WHAT THE EXERCISE ASKS
Below are records; copy every line among them that contains the word "road".

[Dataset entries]
((
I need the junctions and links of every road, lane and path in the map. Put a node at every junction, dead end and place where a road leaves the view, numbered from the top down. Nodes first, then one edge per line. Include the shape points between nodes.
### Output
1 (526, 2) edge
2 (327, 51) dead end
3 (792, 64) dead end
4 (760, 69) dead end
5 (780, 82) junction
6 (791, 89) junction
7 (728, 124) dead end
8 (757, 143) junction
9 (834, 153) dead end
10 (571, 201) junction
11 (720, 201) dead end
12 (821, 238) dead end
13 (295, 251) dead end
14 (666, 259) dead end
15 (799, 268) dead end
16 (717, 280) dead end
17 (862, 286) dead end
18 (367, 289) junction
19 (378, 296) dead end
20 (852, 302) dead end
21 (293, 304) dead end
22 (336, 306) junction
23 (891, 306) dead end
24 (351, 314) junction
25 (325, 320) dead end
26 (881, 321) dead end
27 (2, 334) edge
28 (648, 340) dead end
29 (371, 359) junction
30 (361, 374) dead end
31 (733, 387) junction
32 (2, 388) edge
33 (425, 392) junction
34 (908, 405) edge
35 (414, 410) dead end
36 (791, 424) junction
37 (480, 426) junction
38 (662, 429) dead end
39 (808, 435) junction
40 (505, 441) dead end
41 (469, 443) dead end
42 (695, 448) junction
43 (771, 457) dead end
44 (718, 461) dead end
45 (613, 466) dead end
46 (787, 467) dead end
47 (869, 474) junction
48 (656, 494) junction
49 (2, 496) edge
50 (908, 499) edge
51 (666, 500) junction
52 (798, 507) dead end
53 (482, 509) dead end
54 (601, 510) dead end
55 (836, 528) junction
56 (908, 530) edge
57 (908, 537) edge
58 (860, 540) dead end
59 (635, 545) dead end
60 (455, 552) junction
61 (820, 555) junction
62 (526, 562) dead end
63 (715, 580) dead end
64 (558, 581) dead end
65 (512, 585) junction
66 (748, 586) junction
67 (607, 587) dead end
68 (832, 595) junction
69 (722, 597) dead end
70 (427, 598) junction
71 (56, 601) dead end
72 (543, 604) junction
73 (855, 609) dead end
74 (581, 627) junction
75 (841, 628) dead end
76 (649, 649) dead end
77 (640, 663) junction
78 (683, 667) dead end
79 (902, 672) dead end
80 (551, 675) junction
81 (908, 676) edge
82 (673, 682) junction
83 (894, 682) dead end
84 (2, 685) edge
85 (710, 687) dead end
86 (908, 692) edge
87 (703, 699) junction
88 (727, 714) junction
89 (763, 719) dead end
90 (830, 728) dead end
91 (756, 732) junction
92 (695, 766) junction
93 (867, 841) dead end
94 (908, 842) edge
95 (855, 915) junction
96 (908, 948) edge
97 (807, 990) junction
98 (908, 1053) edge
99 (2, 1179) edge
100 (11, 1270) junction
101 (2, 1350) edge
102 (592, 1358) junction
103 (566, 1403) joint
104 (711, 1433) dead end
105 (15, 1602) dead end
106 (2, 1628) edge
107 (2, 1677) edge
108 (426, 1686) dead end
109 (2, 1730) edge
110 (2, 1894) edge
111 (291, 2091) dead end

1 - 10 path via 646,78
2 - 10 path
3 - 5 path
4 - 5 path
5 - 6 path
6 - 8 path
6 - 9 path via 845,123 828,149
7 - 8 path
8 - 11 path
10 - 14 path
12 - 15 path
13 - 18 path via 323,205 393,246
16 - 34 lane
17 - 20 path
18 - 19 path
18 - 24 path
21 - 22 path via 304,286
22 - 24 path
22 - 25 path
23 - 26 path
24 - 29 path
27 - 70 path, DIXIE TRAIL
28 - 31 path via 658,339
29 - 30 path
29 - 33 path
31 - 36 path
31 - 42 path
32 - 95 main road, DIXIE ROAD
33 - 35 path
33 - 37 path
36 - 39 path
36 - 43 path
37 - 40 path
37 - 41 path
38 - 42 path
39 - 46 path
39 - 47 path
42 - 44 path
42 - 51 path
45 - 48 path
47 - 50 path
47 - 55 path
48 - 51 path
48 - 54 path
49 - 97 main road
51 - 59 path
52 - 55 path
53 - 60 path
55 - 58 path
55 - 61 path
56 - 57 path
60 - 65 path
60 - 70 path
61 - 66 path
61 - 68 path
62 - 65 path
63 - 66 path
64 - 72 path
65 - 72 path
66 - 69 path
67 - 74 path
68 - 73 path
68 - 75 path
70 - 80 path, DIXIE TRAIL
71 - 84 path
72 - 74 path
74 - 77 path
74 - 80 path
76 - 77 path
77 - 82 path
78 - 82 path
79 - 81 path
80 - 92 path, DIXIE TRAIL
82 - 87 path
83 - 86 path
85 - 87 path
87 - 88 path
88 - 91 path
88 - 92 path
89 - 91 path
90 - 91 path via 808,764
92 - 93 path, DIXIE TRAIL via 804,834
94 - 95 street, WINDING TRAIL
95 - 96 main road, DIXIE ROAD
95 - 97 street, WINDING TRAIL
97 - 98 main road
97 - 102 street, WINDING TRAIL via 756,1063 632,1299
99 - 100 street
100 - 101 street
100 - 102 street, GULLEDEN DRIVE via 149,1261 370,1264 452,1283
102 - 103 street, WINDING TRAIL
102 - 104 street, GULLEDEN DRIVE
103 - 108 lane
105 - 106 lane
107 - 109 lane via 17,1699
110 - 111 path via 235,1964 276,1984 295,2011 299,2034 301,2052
))
SOLUTION FOR THIS EXERCISE
I need the junctions and links of every road, lane and path in the map. Put a node at every junction, dead end and place where a road leaves the view, numbered from the top down. Nodes first, then one edge per line. Include the shape points between nodes.
32 - 95 main road, DIXIE ROAD
49 - 97 main road
95 - 96 main road, DIXIE ROAD
97 - 98 main road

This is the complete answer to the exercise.